Early Intervention Is The Way To Go
Last month, New York City mayor Michael Bloomberg announced plans to make preschool education available to infants and toddlers from low-income families starting at just 6 weeks of age. This decision “is both smart economics and smart brain science,” write Sandra Aamodt and Sam Wang in the New York Post:
“Early childhood is the most effective time to help disadvantaged kids, since early experience is critical for cognitive and emotional maturation. Brain development occurs in stages — if a child falls too far behind his or her peers, it becomes hard to catch up. For many disadvantaged children, by the time they start school, the academic skills gap is too wide to bridge.
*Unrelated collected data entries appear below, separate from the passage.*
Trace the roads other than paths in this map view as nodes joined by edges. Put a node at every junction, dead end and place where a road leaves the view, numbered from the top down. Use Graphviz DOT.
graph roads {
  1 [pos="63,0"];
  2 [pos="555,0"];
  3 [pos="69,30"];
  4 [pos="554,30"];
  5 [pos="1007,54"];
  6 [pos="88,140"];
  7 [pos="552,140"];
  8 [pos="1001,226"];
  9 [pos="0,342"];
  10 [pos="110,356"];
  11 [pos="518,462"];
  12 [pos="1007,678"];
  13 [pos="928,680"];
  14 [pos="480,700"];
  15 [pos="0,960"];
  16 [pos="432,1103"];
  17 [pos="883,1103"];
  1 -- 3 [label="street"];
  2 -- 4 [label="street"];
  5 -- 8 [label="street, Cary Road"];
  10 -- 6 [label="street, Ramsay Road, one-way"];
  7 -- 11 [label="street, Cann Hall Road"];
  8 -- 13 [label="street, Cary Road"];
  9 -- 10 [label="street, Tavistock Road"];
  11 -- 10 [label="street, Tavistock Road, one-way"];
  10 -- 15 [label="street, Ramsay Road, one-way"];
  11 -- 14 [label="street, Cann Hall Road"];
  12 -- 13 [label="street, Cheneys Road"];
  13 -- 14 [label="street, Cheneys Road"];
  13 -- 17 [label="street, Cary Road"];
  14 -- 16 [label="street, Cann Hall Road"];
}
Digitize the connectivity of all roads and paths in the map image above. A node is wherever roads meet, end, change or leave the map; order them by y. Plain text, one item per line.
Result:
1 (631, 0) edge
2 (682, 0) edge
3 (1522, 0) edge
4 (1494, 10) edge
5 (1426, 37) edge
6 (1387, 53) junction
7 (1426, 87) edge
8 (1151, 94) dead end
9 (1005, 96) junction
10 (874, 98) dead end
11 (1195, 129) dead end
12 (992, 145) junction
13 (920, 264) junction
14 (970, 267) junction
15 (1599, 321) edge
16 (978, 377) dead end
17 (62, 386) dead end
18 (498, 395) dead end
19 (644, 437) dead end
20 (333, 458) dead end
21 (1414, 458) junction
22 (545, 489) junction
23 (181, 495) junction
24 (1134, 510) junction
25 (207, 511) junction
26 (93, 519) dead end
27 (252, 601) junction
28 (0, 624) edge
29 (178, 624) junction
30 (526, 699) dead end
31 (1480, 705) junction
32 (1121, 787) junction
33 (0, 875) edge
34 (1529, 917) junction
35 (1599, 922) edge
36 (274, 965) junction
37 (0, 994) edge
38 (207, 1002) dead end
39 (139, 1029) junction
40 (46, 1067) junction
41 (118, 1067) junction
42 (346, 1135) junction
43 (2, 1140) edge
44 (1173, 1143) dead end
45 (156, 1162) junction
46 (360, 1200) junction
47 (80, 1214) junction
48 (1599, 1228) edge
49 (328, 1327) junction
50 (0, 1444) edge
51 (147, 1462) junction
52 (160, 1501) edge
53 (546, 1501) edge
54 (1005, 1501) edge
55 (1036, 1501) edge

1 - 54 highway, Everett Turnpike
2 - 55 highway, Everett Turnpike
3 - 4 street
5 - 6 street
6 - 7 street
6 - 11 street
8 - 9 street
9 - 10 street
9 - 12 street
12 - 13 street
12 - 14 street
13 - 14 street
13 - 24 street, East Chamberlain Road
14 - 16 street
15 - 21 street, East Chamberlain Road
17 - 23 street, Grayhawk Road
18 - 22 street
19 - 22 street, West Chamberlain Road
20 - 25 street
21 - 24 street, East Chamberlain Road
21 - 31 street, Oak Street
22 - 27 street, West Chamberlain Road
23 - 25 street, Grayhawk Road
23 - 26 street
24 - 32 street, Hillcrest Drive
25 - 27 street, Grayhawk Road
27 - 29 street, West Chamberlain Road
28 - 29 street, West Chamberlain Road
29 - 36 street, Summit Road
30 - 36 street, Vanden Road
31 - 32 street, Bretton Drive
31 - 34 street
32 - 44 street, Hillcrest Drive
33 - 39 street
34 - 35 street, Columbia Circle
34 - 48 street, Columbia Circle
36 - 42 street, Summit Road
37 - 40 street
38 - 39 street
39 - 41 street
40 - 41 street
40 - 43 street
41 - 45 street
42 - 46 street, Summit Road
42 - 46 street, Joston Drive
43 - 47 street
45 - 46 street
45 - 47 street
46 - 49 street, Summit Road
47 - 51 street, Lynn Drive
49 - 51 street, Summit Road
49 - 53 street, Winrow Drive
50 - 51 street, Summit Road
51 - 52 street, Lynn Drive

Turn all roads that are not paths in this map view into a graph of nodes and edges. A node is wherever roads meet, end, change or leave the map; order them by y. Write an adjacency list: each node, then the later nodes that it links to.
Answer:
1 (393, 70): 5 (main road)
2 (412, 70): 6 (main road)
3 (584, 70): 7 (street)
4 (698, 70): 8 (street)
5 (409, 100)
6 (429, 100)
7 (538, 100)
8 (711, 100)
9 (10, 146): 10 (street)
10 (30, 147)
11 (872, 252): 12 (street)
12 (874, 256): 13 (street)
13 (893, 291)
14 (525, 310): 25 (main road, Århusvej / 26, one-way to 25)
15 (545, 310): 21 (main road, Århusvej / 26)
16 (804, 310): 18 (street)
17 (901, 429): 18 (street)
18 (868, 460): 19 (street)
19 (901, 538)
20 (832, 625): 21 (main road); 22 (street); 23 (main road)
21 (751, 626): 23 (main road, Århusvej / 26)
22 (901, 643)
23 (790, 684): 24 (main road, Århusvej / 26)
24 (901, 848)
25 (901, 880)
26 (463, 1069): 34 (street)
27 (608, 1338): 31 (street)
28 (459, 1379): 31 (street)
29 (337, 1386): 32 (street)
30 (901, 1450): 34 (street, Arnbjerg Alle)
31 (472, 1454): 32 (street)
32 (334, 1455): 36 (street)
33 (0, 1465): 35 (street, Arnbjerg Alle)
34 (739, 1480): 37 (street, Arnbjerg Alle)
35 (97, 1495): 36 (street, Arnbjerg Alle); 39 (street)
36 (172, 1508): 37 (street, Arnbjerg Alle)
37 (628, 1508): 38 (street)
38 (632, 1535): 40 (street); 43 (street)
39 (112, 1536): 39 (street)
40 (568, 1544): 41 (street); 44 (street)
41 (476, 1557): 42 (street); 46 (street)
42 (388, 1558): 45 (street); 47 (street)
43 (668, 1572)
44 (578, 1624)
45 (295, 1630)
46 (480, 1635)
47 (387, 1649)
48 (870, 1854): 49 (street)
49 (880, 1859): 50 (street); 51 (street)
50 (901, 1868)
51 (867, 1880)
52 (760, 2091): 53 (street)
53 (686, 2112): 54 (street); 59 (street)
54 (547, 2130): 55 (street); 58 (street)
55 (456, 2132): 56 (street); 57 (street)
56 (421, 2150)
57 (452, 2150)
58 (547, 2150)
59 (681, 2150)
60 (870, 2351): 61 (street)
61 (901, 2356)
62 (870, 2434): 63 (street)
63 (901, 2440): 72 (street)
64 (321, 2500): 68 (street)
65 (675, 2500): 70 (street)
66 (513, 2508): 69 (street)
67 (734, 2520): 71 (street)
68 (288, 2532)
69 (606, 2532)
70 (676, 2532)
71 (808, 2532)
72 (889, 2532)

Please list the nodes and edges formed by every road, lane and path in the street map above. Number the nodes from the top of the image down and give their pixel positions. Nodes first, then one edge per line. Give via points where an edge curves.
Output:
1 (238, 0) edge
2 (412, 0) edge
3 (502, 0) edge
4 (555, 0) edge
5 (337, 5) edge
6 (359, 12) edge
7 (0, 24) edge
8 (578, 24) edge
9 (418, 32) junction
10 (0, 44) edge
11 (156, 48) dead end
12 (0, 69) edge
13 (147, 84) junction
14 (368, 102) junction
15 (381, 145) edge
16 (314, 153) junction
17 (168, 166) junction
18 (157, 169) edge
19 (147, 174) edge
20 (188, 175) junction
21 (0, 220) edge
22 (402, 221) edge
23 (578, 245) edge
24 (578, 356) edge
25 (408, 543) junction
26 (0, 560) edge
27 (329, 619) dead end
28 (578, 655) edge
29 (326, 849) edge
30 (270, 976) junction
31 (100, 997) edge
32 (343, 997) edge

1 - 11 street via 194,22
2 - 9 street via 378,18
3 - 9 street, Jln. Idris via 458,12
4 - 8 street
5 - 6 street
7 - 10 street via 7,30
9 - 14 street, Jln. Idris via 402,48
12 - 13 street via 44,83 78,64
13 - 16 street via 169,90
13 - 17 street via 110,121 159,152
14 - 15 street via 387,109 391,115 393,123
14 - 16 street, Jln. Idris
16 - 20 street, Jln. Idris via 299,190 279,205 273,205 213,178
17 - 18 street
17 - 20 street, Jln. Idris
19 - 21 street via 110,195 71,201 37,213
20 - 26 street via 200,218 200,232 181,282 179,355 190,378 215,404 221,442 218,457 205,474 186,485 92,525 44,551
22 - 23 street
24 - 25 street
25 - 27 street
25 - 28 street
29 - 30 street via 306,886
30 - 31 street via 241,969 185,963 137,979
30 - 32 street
Instead, they can enter a vicious cycle of failure that reduces their interest in school, interfering further with their chances of academic progress.
Starting from the cradle, children learn from their environments, but impoverished conditions can interfere with that process. In 2011, 21.9% of children in the US were living in poverty, according to Census data. Children in poor households are less likely to receive cognitive stimulation that is taken for granted in middle-class homes.
For example, only half of poor preschoolers have alphabet books, compared to 97% of children whose parents are professionals. Middle-class parents spend more than 40 times as much time, on average, reading to their preschoolers than do poor parents. When parents must struggle simply to meet daily basic needs, they have less energy and resources to provide a structured and supportive home environment.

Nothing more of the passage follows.